Exercise brief:
Filter the data for lines with the word "points" and copy those lines.

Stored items
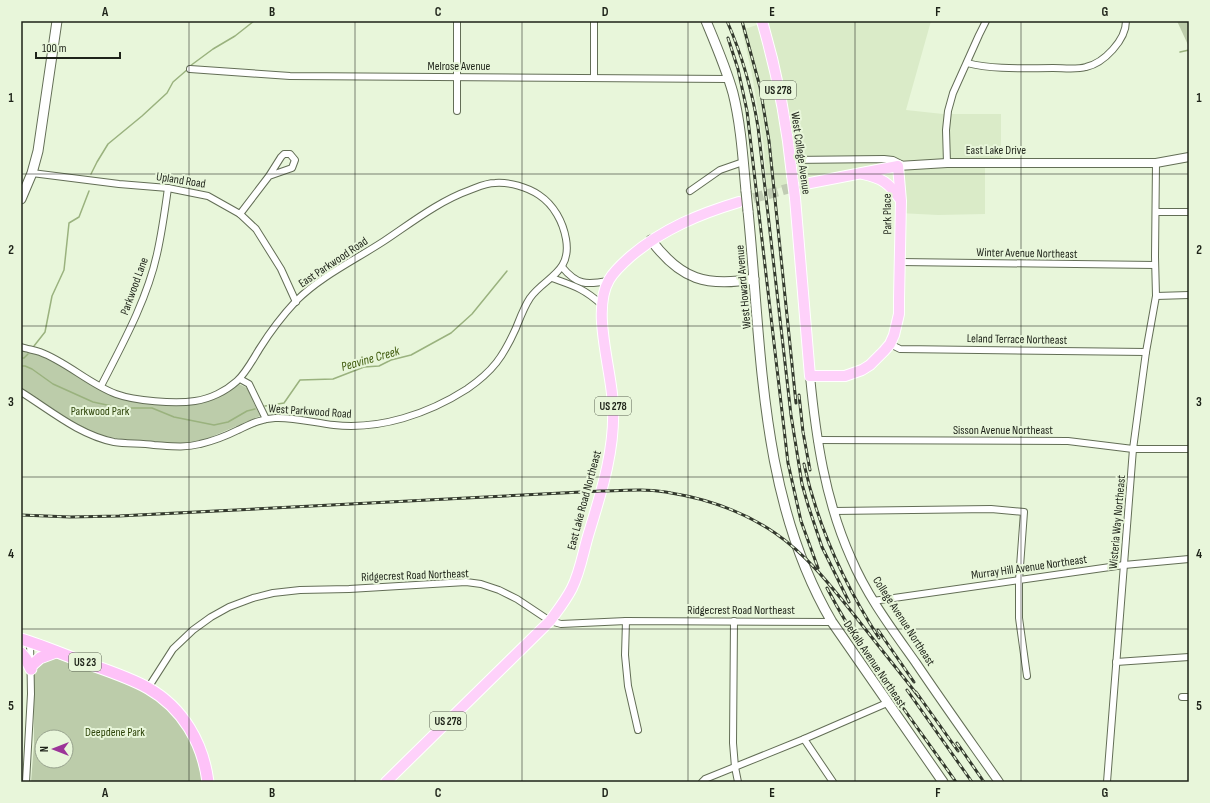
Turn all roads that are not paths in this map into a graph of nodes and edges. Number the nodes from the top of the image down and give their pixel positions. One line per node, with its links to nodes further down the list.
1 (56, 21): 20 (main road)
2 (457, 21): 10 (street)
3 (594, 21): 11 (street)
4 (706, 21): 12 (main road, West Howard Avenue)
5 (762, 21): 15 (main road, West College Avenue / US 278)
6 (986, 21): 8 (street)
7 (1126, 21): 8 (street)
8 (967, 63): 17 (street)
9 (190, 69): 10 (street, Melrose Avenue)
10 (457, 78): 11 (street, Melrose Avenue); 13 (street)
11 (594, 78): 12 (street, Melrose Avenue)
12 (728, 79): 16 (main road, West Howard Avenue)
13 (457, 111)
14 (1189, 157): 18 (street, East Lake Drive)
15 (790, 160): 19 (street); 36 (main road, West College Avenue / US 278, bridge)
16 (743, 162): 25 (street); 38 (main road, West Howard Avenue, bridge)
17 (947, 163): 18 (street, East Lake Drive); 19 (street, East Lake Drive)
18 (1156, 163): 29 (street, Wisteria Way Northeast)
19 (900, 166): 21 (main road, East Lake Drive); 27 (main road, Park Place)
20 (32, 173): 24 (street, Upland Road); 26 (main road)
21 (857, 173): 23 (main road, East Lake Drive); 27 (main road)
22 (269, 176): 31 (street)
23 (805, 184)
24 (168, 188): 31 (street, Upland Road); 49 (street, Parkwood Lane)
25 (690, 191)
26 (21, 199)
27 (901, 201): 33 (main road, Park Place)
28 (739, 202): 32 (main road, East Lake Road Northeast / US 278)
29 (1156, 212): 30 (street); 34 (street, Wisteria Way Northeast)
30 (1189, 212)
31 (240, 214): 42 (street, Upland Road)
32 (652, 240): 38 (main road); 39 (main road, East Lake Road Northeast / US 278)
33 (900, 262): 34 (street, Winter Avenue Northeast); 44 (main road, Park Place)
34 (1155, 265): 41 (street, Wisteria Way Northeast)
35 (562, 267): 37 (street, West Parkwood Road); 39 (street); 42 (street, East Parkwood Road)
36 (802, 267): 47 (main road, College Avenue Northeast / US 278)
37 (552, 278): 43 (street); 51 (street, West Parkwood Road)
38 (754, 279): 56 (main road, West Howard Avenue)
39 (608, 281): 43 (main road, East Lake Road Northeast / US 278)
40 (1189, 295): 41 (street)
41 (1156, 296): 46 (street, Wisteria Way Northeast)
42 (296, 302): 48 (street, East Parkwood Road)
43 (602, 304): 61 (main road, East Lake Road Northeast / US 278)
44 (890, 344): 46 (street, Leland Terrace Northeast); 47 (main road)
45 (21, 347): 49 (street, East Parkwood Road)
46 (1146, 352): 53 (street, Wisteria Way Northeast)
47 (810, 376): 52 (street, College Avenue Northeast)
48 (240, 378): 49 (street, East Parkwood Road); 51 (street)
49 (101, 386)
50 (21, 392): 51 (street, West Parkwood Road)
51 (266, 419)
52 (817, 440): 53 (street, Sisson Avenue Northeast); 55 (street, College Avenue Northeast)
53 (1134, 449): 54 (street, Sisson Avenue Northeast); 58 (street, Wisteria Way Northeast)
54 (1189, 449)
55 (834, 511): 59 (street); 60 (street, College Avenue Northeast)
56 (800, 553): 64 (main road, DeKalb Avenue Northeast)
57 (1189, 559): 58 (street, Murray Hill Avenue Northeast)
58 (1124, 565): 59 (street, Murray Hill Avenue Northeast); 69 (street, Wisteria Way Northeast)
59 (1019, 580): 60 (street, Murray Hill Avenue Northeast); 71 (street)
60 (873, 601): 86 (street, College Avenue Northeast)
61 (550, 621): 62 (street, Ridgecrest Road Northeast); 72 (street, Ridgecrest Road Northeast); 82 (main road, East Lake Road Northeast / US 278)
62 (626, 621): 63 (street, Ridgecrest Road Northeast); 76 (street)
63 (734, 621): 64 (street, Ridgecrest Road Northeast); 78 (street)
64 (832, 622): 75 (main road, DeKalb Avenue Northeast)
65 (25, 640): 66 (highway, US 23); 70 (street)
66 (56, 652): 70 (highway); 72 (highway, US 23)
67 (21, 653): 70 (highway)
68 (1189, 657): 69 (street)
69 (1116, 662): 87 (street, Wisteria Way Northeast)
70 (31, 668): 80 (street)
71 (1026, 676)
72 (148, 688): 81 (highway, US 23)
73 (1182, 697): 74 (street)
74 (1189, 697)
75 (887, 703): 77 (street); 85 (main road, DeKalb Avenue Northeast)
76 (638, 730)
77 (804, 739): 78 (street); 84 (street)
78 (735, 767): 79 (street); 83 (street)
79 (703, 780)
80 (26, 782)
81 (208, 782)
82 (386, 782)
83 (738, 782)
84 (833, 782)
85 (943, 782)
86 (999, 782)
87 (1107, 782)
* * *
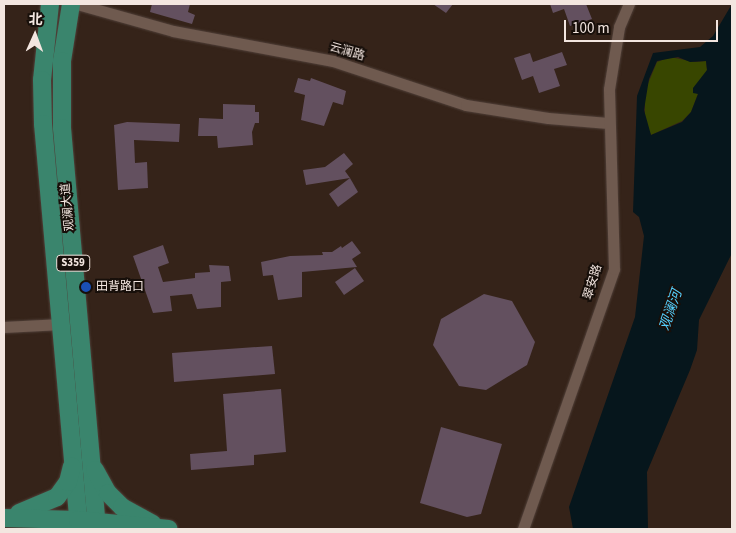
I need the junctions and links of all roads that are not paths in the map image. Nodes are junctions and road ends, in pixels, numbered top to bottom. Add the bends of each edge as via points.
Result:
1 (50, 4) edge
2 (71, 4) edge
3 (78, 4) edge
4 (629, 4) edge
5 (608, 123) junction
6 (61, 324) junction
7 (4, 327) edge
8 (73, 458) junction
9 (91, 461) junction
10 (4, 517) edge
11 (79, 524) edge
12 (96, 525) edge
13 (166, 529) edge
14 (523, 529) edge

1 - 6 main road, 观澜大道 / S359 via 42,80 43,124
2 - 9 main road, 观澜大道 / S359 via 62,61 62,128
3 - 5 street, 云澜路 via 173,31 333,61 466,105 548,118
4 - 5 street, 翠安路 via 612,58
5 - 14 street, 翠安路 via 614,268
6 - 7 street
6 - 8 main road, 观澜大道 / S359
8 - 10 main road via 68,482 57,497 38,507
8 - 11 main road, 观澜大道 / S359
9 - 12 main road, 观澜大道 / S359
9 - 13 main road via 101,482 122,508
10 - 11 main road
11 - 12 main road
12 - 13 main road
---
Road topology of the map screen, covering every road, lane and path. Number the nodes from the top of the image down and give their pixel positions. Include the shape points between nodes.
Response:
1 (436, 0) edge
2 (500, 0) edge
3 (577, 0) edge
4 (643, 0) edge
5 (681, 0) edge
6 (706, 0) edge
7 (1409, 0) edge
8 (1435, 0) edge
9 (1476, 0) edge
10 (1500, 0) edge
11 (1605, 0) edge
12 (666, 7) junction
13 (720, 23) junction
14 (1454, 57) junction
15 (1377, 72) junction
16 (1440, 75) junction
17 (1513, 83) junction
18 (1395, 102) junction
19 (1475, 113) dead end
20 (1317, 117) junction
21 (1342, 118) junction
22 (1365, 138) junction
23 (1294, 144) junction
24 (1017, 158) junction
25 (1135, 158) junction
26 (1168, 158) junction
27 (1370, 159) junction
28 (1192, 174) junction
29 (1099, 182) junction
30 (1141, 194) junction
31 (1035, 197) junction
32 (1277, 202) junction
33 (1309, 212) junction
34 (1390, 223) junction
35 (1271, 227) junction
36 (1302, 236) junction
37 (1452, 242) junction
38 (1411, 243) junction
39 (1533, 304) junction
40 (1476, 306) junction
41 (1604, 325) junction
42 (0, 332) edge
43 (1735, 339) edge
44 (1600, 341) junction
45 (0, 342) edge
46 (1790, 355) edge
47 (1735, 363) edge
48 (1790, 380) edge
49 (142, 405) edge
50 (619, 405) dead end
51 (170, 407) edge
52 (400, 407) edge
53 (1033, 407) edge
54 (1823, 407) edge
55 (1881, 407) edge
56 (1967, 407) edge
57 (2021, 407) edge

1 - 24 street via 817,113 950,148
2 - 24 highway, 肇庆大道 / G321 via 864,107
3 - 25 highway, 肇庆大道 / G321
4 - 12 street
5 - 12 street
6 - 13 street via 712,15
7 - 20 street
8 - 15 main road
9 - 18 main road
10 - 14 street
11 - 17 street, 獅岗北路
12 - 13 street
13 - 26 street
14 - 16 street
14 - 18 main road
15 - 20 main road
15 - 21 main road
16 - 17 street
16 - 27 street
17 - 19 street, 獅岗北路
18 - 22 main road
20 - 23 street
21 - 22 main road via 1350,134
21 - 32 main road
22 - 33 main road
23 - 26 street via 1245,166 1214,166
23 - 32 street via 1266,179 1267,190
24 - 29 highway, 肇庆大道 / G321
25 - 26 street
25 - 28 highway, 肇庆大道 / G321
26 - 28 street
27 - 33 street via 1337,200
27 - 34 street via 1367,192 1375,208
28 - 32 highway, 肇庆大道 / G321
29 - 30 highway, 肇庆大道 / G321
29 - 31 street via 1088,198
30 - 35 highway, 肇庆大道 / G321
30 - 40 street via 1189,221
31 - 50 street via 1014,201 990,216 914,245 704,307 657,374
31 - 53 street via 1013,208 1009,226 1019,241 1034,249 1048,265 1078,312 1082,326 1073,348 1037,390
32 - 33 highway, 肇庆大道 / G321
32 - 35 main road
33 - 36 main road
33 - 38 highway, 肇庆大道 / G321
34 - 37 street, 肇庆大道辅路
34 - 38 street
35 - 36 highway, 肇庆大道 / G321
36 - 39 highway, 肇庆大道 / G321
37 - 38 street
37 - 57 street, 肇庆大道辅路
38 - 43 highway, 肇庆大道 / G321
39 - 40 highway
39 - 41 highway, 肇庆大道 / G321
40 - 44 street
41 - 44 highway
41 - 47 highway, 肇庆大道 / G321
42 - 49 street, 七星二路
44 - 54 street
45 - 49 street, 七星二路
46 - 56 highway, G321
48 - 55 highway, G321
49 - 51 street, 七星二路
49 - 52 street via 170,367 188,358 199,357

Solution to this task:
I need the junctions and links of all roads that are not paths in the map image. Nodes are junctions and road ends, in pixels, numbered top to bottom. Add the bends of each edge as via points.
Road topology of the map screen, covering every road, lane and path. Number the nodes from the top of the image down and give their pixel positions. Include the shape points between nodes.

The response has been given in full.